CROSSING ISTANBUL
Un indispensable voyage vers l’autre
Lia recherché sa nièce Tekla, femme transgenre. Apprenant par le jeune frère d’un des voisins de celle-ci, qui est un de ses anciens élèves, quelle est partie s’installer à Istanbul, elle accepte la proposition de celui-ci, de l’accompagner. Achi, qui parle en effet anglais, prend alors le bateau avec elle, dès le lendemain…

Double Portrait troublant, d’une femme trans exilée en Turquie (en creux) et de sa tante géorgienne, "Crossing Istanbul" avait fait l’ouverture de la section Panorama du Festival de Berlin 2024. Road movie où l’on prend plus le ferry que la route, le film suit Lia, prof à la retraite, bien décidée à retrouver sa nièce, Tekla, partie à Istanbul, accompagnée d’Achi, jeune homme qui voit dans cette quête l’occasion d'échapper (au moins un temps) à sa vie miséreuse chez son frère, qui le traite comme un petit voyou. A travers cette double focale offerte par ces deux personnages très différents, et en maintenant le doute sur les intentions du jeune homme, c’est une vision hétéroclite et ouverte de la ville d'Istanbul qui nous est offerte.

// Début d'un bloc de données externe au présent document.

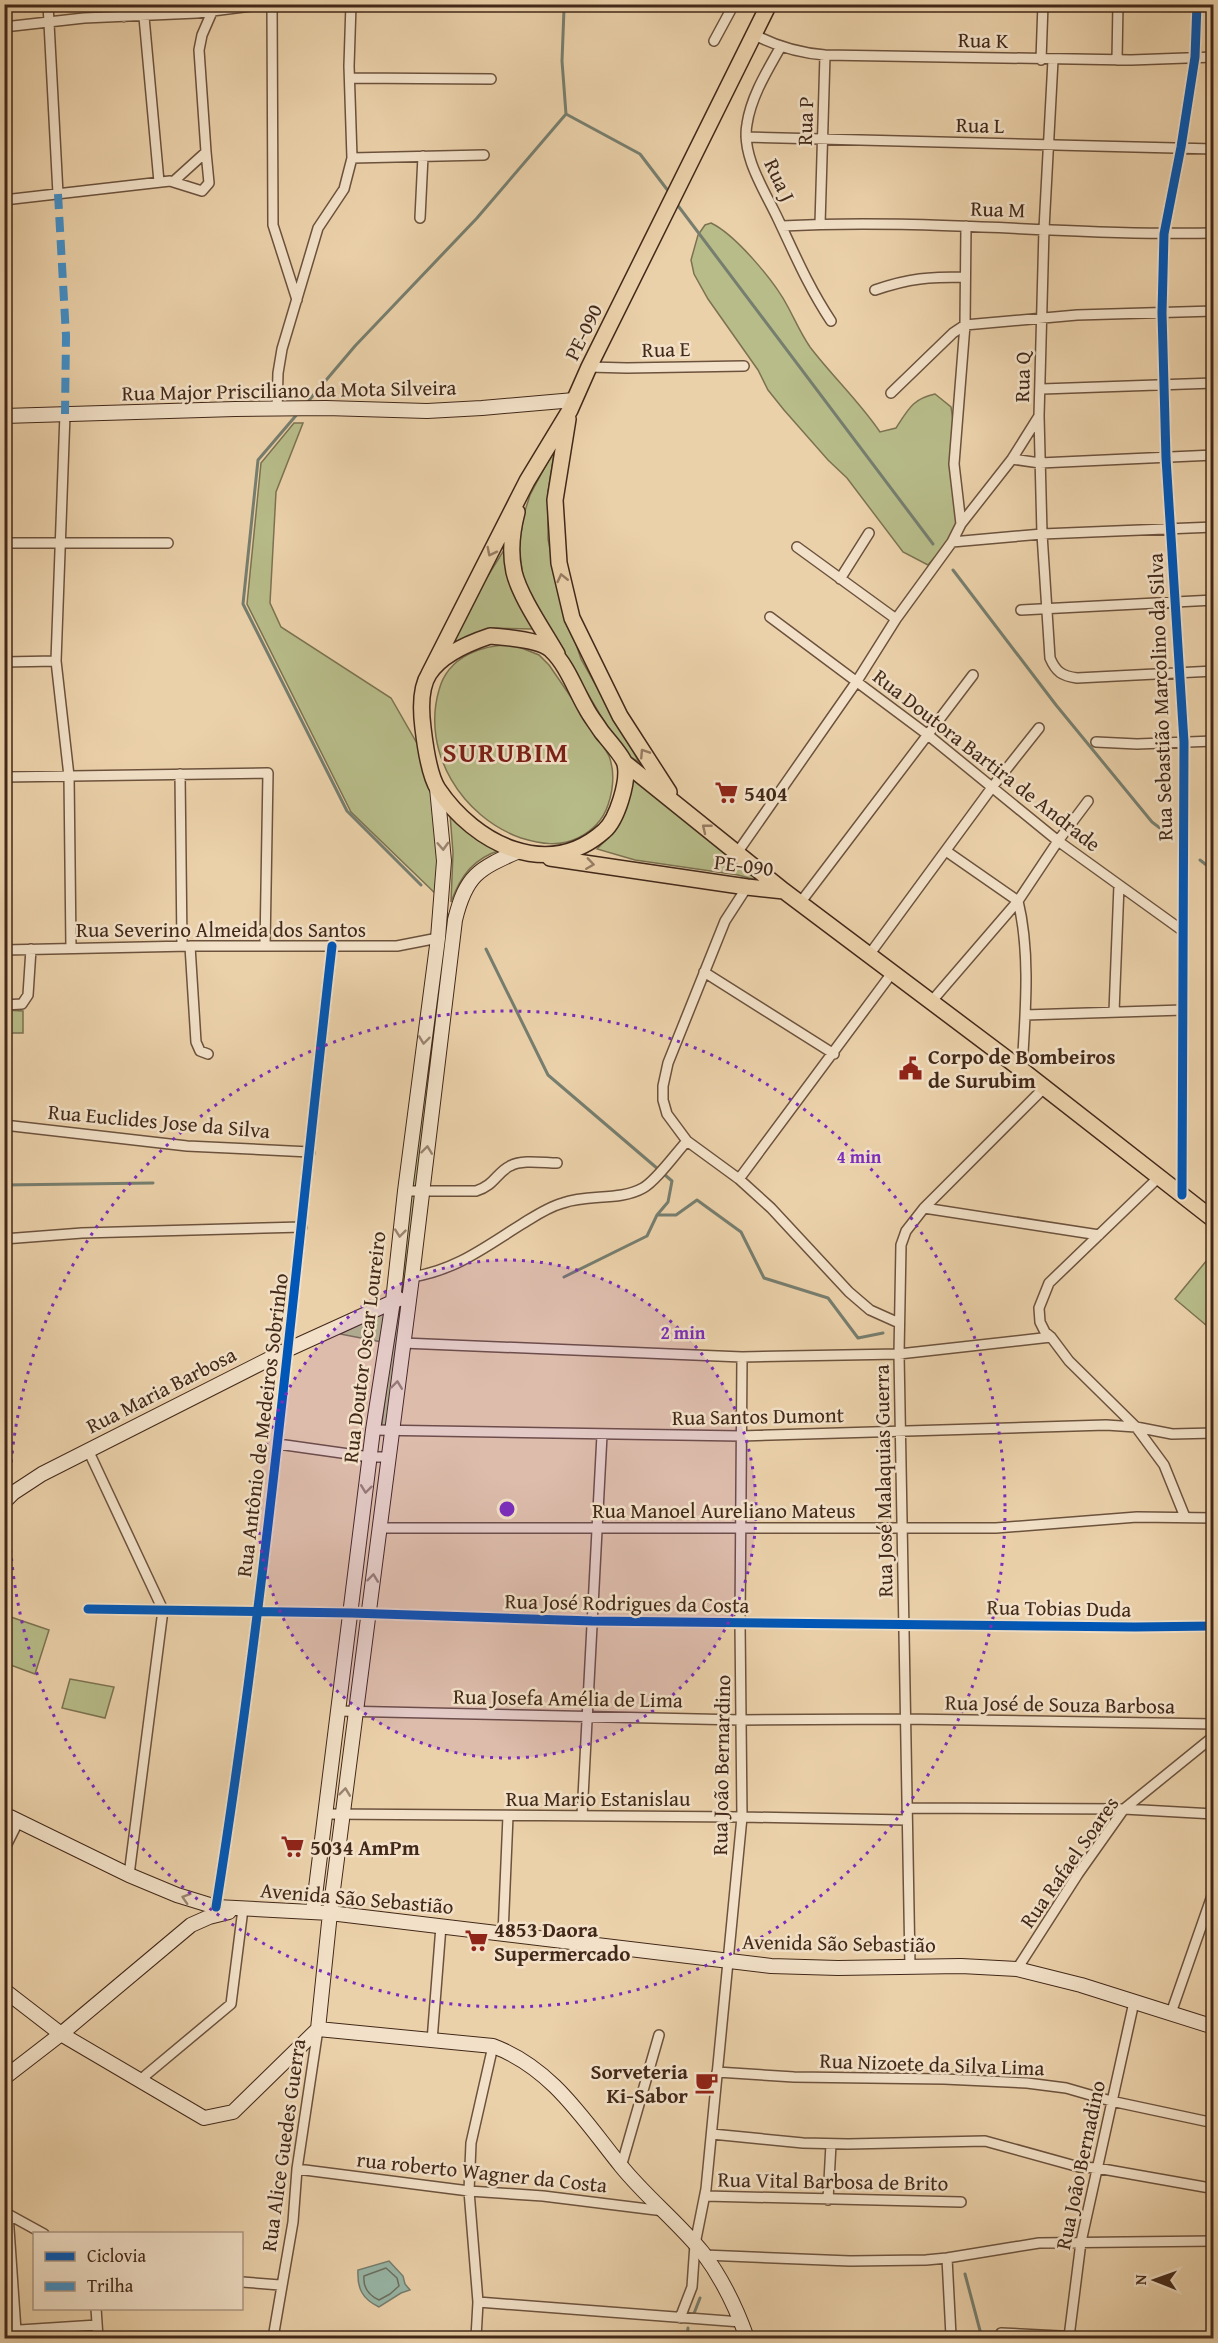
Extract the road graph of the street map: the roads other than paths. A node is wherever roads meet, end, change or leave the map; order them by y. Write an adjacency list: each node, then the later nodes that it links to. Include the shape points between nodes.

La quête de l’une les mènera ainsi dans les quartiers pauvres, où la prostitution fleurit mais les femmes se serrent les coudes, et dans des quartiers plus touristiques, entre restaurants, enfants des rues et populations de chats. Tandis que l’exploration de l’autre nous emmènera à la découverte d’une vie nocturne ou alternative, où la jeunesse s’épanouit. À la fois nostalgique et touchant, ce voyage est autant empreint d’une humanité à fleur de peau, dans la caractérisation de chaque personnage, que de la douleur des regrets, la dureté des relations familiales s’effaçant pour offrir une fin particulièrement émouvante, où l’expression de ceux-ci s’offre en geste salvateur. Saluons enfin la performance de Mzia Arabuli, formidable de distance maîtrisée, et Lucas Kankava, convaincant en jeune chien fou, dont l’avenir reste à décider.